What's New in Grooper 2023.1

From Grooper Wiki

Welcome to Grooper 2023.1!

Grooper version 2023.1 is here!

Below you will find brief descriptions on new and/or changed features. When available, follow any links to extended articles on a topic.

Expanded web client

Light mode

Let there be light (mode)!

Users can now toggle between dark mode and light mode in the Grooper web client.

  • Use the user information icon to switch from dark to light mode.
  • Custom Data Model styling supported for both dark and light modes via CSS classes.
    • "dark-mode" for dark mode
    • "lite-mode" for light mode

Improved scripting for web client

Scripting for the web client is better than ever. Grooper users can now use the web client as their debug target thanks to the GrooperSDK Visual Studio extension.

  • The GrooperSDK extension is available for download in the Visual Studio Marketplace.
  • This extension allows users to set a web browser as their debug target.
  • Users can now download scripts and work on them independently of Grooper, saving changes directly from Visual Studio using the GrooperSDK extension.

Furthermore, users can edit scripts from any machine, not just the Grooper web server, with the following components must be installed:

  • Grooper (with a Repository connection made to the Grooper Repository hosted by the web server)
  • Grooper Web Client
  • IIS
  • Visual Studio 2019
  • GrooperSDK

For more information, be sure to check out the Remote Scripting Setup article.

New and improved processing features

Secondary Types

Secondary Types is a new property assignable to Batch Folders. This feature allows a single document to be assigned multiple Document Types. Secondary Types can be used with the following activities:

  • Classify to save a classification result as a Secondary Type.
  • Extract to run extraction for all assigned types
  • Apply Rules to run Data Rules for all assigned types.
  • Convert Data to save converted data as a Secondary Type.
  • Export to run Export Definitions for all assigned types.

Multiple Document Types means multiple Data Models! This means you can collect data using more than just one Data Model. The Data Grid will display data for all assigned Types in Review

  • FYI: If desired, you can configure the Data Viewer's 'Content Type Filter property to limit display to specific Document Types.

For more information, be sure to check out the Secondary Types article.

EDI support

Grooper can create Data Models directly from an X12 EDI schema and load data from an EDI file directly into a Grooper document.

  • Data Elements adhering to an EDI schema can be created by right-clicking a Data Model, selecting Import Schema... and configuring the EDI Schema Importer.
  • Data from an EDI file can be loaded into Grooper using the Execute activity, configured with an EDI File - Load Data command.
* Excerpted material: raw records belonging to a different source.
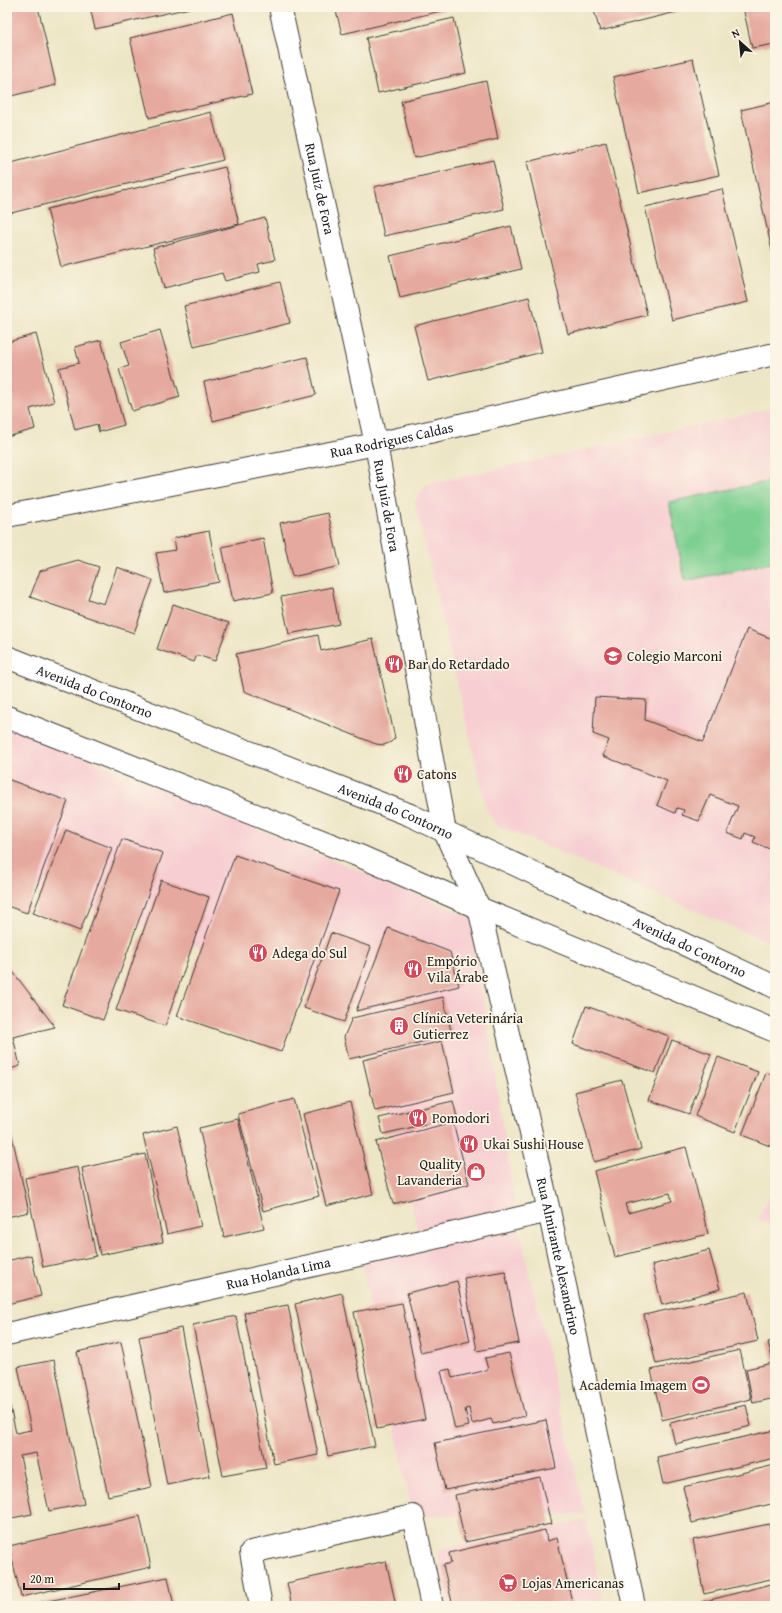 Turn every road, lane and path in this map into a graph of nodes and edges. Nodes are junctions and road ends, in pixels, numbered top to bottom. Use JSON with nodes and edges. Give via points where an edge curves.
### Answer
{"nodes":[{"id":1,"x":280,"y":7,"type":"edge"},
{"id":2,"x":775,"y":354,"type":"edge"},
{"id":3,"x":376,"y":444,"type":"junction"},
{"id":4,"x":7,"y":516,"type":"edge"},
{"id":5,"x":7,"y":657,"type":"edge"},
{"id":6,"x":7,"y":717,"type":"edge"},
{"id":7,"x":446,"y":832,"type":"junction"},
{"id":8,"x":479,"y":908,"type":"junction"},
{"id":9,"x":775,"y":988,"type":"edge"},
{"id":10,"x":775,"y":1030,"type":"edge"},
{"id":11,"x":549,"y":1211,"type":"junction"},
{"id":12,"x":7,"y":1334,"type":"edge"},
{"id":13,"x":261,"y":1606,"type":"edge"},
{"id":14,"x":432,"y":1606,"type":"edge"},
{"id":15,"x":634,"y":1606,"type":"edge"}],
"edges":[{"from":1,"to":3,"type":"street","name":"Rua Juiz de Fora"},
{"from":2,"to":3,"type":"street","name":"Rua Rodrigues Caldas"},
{"from":3,"to":4,"type":"street","name":"Rua Rodrigues Caldas"},
{"from":3,"to":7,"type":"street","name":"Rua Juiz de Fora"},
{"from":5,"to":7,"type":"street","name":"Avenida do Contorno","via":[[410,815]]},
{"from":6,"to":8,"type":"street","via":[[362,857]]},
{"from":7,"to":8,"type":"street","name":"Rua Juiz de Fora"},
{"from":7,"to":9,"type":"street","name":"Avenida do Contorno"},
{"from":8,"to":10,"type":"street"},
{"from":8,"to":11,"type":"street","name":"Rua Almirante Alexandrino"},
{"from":11,"to":12,"type":"street","name":"Rua Holanda Lima"},
{"from":11,"to":15,"type":"street","name":"Rua Almirante Alexandrino"},
{"from":13,"to":14,"type":"street","via":[[250,1552],[413,1516]]}]} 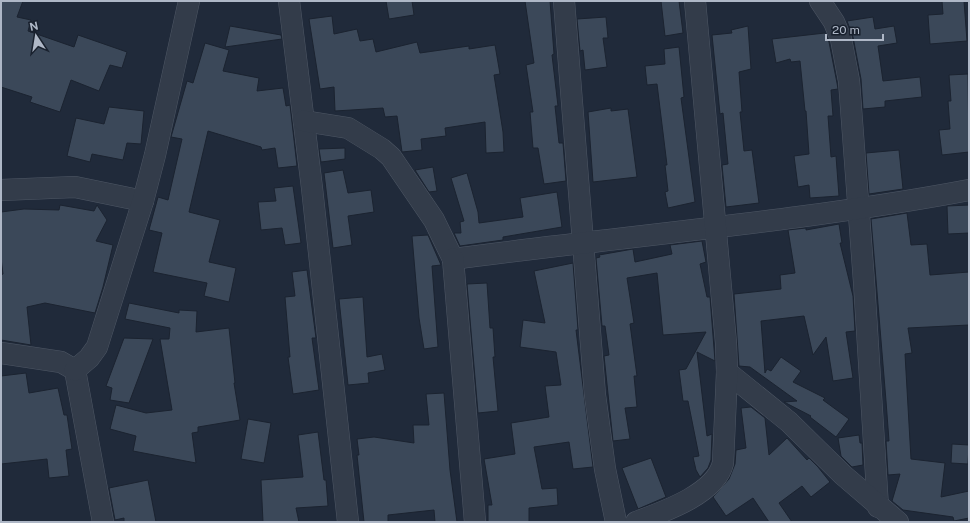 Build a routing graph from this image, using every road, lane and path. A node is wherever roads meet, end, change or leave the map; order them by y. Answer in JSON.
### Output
{"nodes":[{"id":1,"x":189,"y":1,"type":"edge"},
{"id":2,"x":289,"y":1,"type":"edge"},
{"id":3,"x":564,"y":1,"type":"edge"},
{"id":4,"x":695,"y":1,"type":"edge"},
{"id":5,"x":820,"y":1,"type":"edge"},
{"id":6,"x":304,"y":121,"type":"junction"},
{"id":7,"x":1,"y":190,"type":"edge"},
{"id":8,"x":969,"y":190,"type":"edge"},
{"id":9,"x":143,"y":201,"type":"junction"},
{"id":10,"x":858,"y":210,"type":"junction"},
{"id":11,"x":716,"y":227,"type":"junction"},
{"id":12,"x":582,"y":242,"type":"junction"},
{"id":13,"x":454,"y":259,"type":"junction"},
{"id":14,"x":1,"y":353,"type":"edge"},
{"id":15,"x":75,"y":370,"type":"junction"},
{"id":16,"x":728,"y":372,"type":"junction"},
{"id":17,"x":878,"y":506,"type":"junction"},
{"id":18,"x":103,"y":522,"type":"edge"},
{"id":19,"x":348,"y":522,"type":"edge"},
{"id":20,"x":475,"y":522,"type":"edge"},
{"id":21,"x":616,"y":522,"type":"edge"},
{"id":22,"x":636,"y":522,"type":"edge"},
{"id":23,"x":898,"y":522,"type":"edge"}],
"edges":[{"from":1,"to":9,"type":"street"},
{"from":2,"to":6,"type":"street"},
{"from":3,"to":12,"type":"street"},
{"from":4,"to":11,"type":"street"},
{"from":5,"to":10,"type":"street"},
{"from":6,"to":13,"type":"street"},
{"from":6,"to":19,"type":"street"},
{"from":7,"to":9,"type":"street"},
{"from":8,"to":10,"type":"street"},
{"from":9,"to":15,"type":"street"},
{"from":10,"to":11,"type":"street"},
{"from":10,"to":17,"type":"street"},
{"from":11,"to":12,"type":"street"},
{"from":11,"to":16,"type":"street"},
{"from":12,"to":13,"type":"street"},
{"from":12,"to":21,"type":"street"},
{"from":13,"to":20,"type":"street"},
{"from":14,"to":15,"type":"street"},
{"from":15,"to":18,"type":"street"},
{"from":16,"to":17,"type":"street"},
{"from":16,"to":22,"type":"street"},
{"from":17,"to":23,"type":"street"}]} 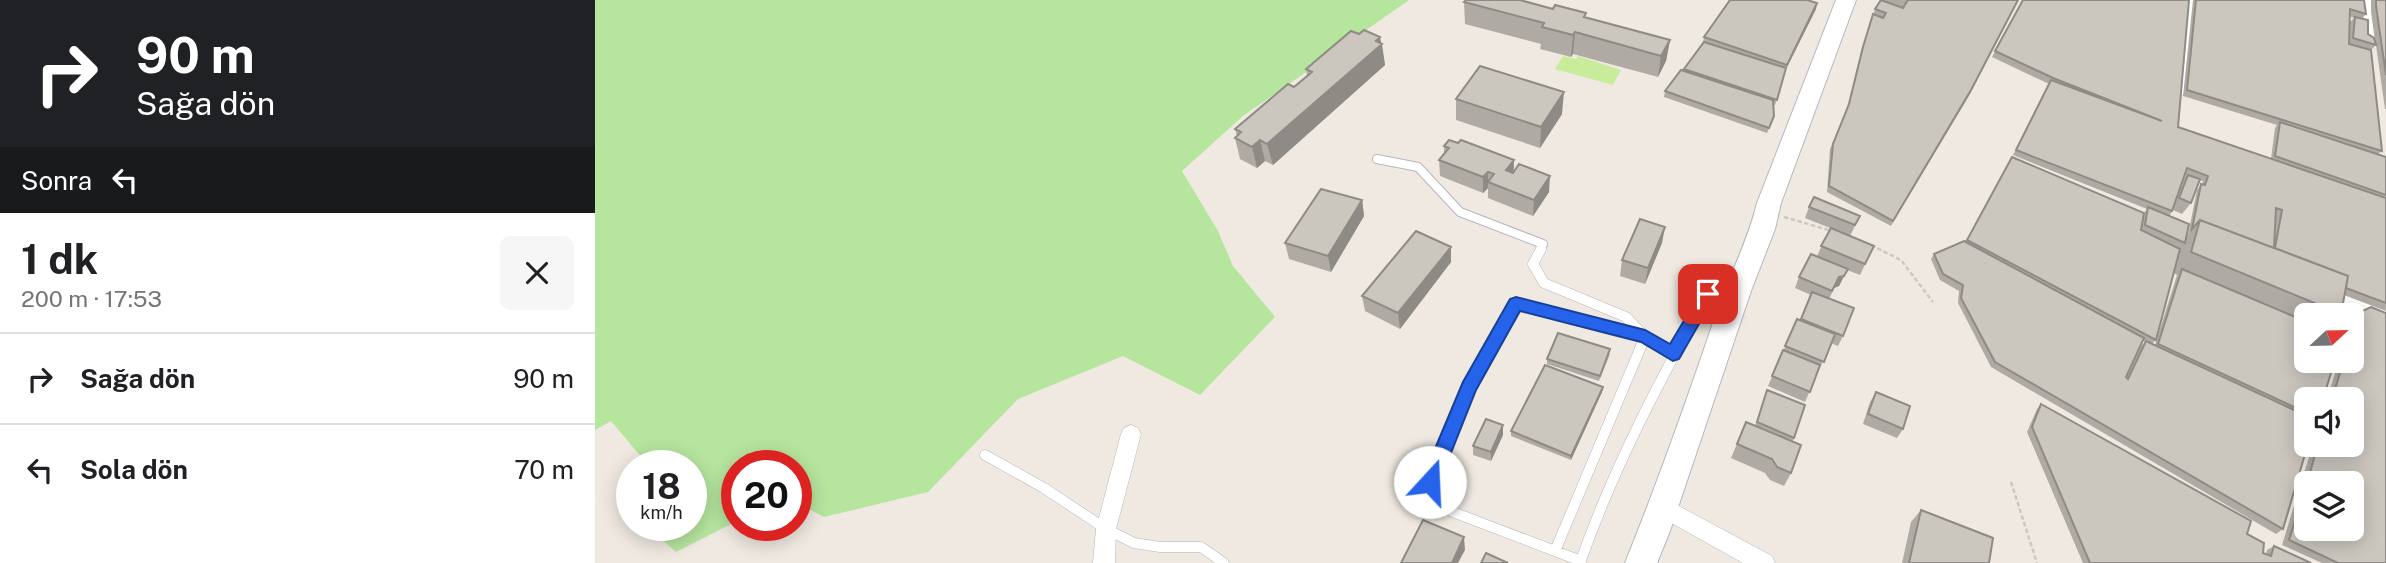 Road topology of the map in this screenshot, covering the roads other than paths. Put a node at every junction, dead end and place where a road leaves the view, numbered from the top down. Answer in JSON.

Currently, Grooper can process the following EDI schemas natively:

  • X12 835
  • X12 837 Professional
  • X12 837 Dental
  • X12 837 Institutional

FYI: X12 refers to the organization developing and maintaining the EDI standards. X12 is the common EDI standard in the US and North America.

For more information, be sure to check out the XML Schema Integration article.

XML Data Interchange

Grooper users can now ingest and build XML files more effectively with our suite of "XML Data Interchange" capabilities. With this new funcitonality users can:

  • Create Data Elements from an XML schema file right-clicking a Data Model, selecting Import Schema... and configuring the XML Schema Importer.
  • Load data from an XML file that adheres to an XML schema using the Execute activity, configured with an XML File - Load Data command.
  • Validate an XML document against an XML schema using the Execute activity, configured with an XML File - Validate Schema command.
  • Generate an XML document according to an XML schema using a new Merge/Export Format (called XML Format).

For more information, be sure to check out the XML Schema Integration article.

New node type: Resource Files

Resource Files allow users to store any kind of file in a Project. Simply drag a file from your file system and drop it into a Project (or folder in a Project).

Current uses include:

  • XML schema files
    • The XML Schema Importer can create a Data Model from an XML schema file.
    • The XML Document > Load Data command can load data from an XML file adhering to an XML schema.
    • The XML Format can create an XML file adhering to an XML schema using the Merge or Export activities.
  • CSS files
    • Rather than configuring CSS styling at the root of a Data Model, one or more Data Models can reference styling declared in a single CSS file.
  • Text files
    • Store project notes, instructions, "read me" documentation, or any other information in a text file saved to your Project.

Expression Variables

Simplify expressions with Variables.

Data Models, Data Sections and Data Tables have a new Variables property. Users can add a list of expression variables, each having a name, a value type and an expression.

Variables can be used when:

  • Writting other expressions (such as Calculated Value expressions on Data Fields or a Data Rule's Trigger or Action configuration)
  • Configuring Lookup queries
  • Crafting mapping expressions for exporting data

Variables can break down complex calculations into simpler operations and cut down on the need for hidden fields that act as placeholders for further calculation down the road.

Lookup improvements

New Lookup type: XML Lookup

The new XML Lookup allows users to perform a lookup against data in an XML file. It uses XPath selectors with Grooper variables to select data in an XML hierarchy. This gives Grooper users a mechanism to query data that lies somewhere between a Lexicon Lookup and a Database Lookup. It is more capable than a Lexicon Lookup. XML data is more complex than the simple "key-value" list you can query in a Lexicon. However, XML data is not as complex as a relational database. The XML Lookup gives you an option when you need to query fairly static data that lies between a Lexicon and a database in terms of its complexity.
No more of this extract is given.